┌─ Records provided

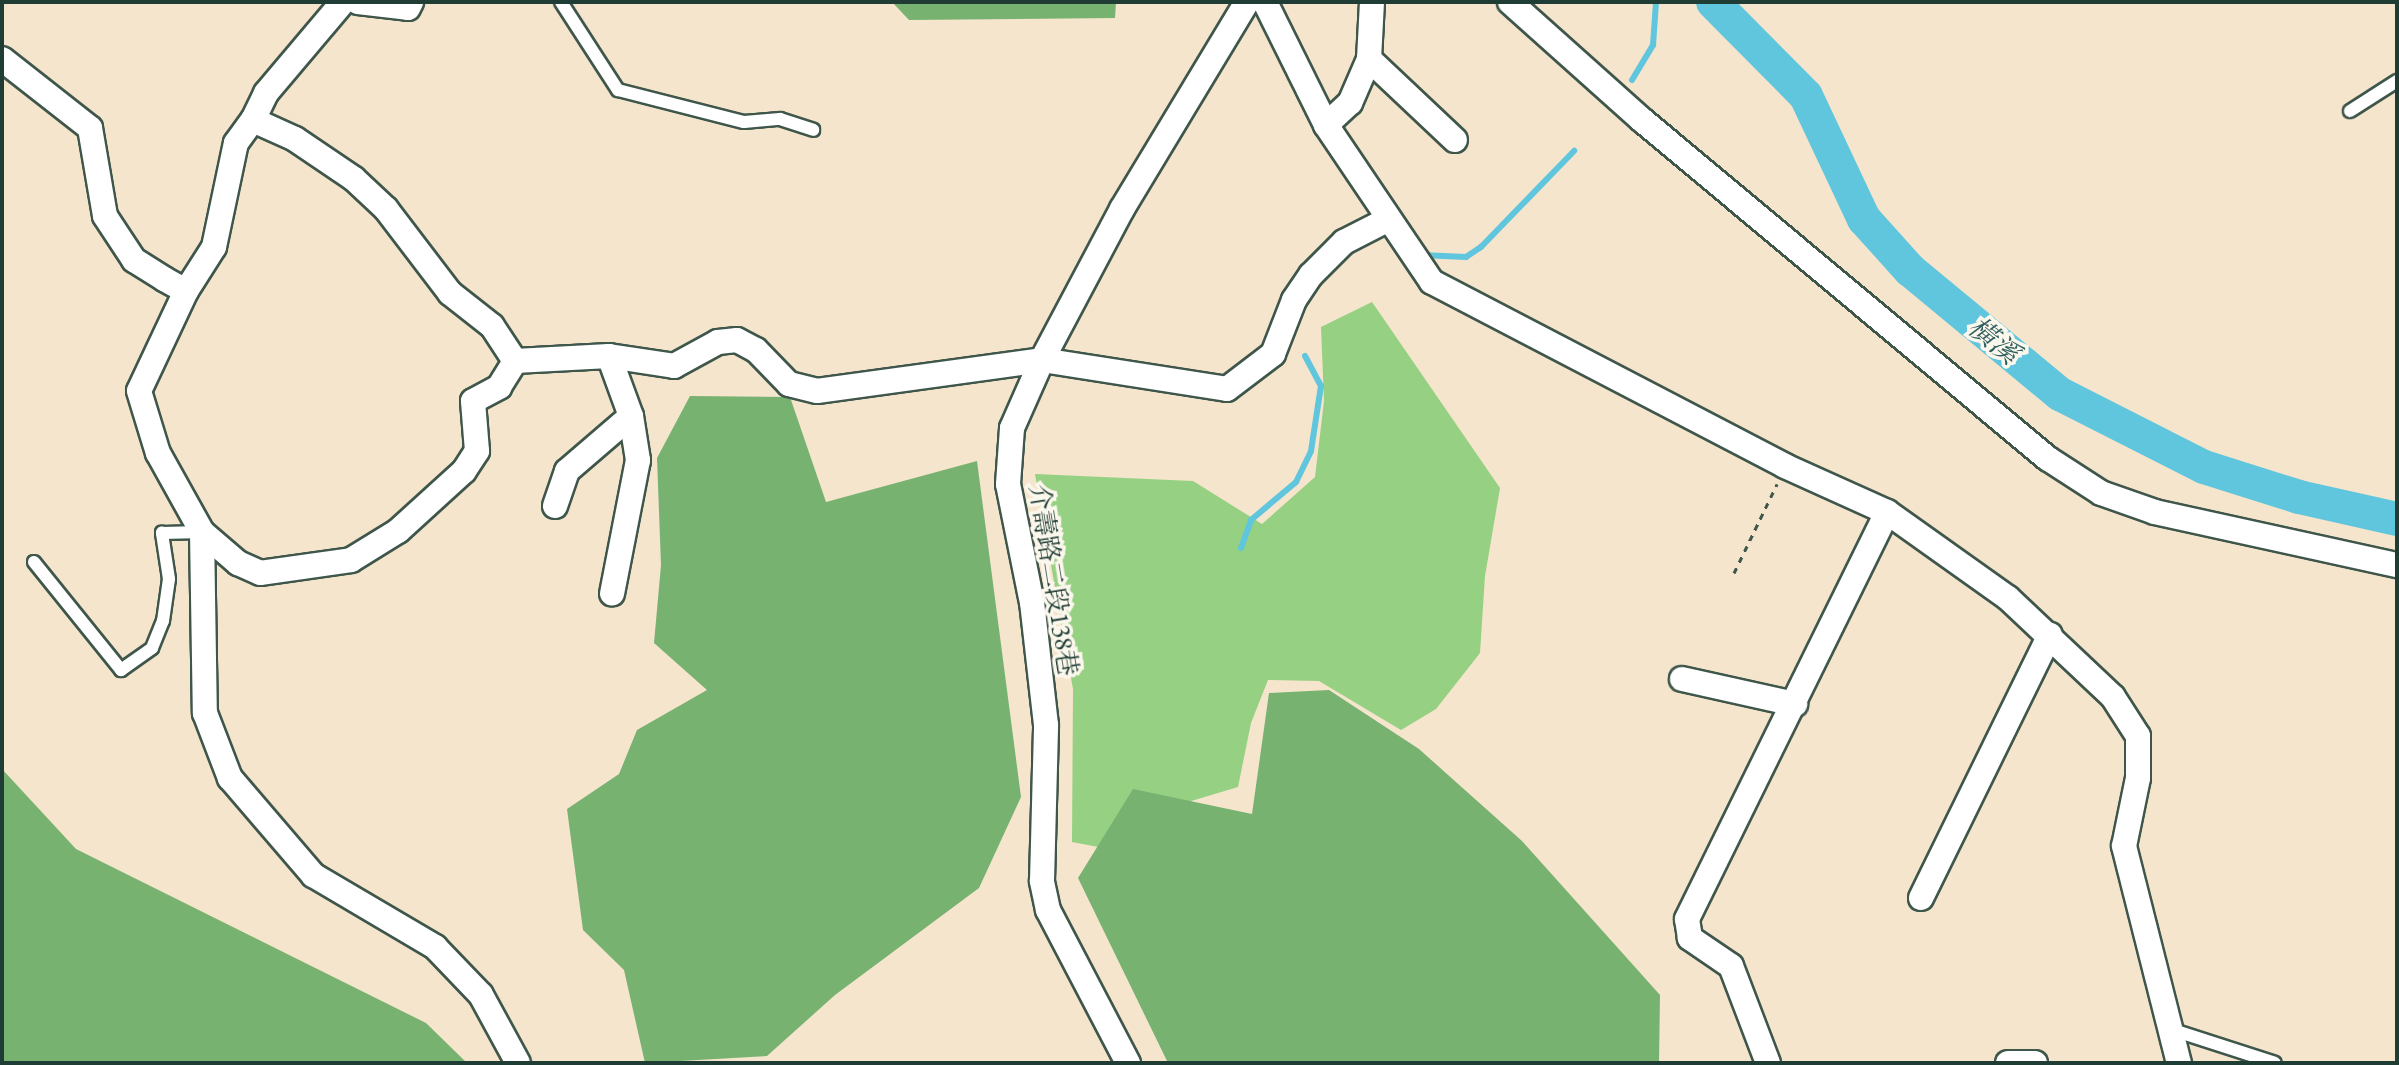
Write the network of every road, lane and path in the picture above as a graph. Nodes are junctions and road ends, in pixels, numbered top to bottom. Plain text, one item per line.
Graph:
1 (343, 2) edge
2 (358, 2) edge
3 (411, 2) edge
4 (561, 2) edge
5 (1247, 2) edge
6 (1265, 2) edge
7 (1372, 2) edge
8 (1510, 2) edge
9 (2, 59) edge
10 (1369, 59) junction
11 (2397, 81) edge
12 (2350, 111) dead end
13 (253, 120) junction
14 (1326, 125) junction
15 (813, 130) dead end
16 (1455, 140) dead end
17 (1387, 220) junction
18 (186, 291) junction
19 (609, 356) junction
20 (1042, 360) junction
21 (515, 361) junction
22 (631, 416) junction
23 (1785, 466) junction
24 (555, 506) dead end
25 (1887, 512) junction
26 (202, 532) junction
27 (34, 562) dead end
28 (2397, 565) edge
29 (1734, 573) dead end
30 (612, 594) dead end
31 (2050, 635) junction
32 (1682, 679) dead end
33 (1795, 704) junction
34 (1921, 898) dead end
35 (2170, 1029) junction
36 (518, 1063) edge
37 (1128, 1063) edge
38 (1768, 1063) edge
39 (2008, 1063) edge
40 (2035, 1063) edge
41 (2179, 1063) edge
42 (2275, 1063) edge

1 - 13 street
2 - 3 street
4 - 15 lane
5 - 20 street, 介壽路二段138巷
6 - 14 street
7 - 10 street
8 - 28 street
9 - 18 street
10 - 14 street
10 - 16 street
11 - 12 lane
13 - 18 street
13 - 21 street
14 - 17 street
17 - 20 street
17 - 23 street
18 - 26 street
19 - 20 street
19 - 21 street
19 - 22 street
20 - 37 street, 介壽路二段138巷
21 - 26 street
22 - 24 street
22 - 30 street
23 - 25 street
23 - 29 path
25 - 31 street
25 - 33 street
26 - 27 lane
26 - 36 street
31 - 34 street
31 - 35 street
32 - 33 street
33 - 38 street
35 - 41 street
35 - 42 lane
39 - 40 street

└─

> _Goal of the exercise_: Tally each line above that includes "lane". Reply with the total only.

> _Reply to the task_: 5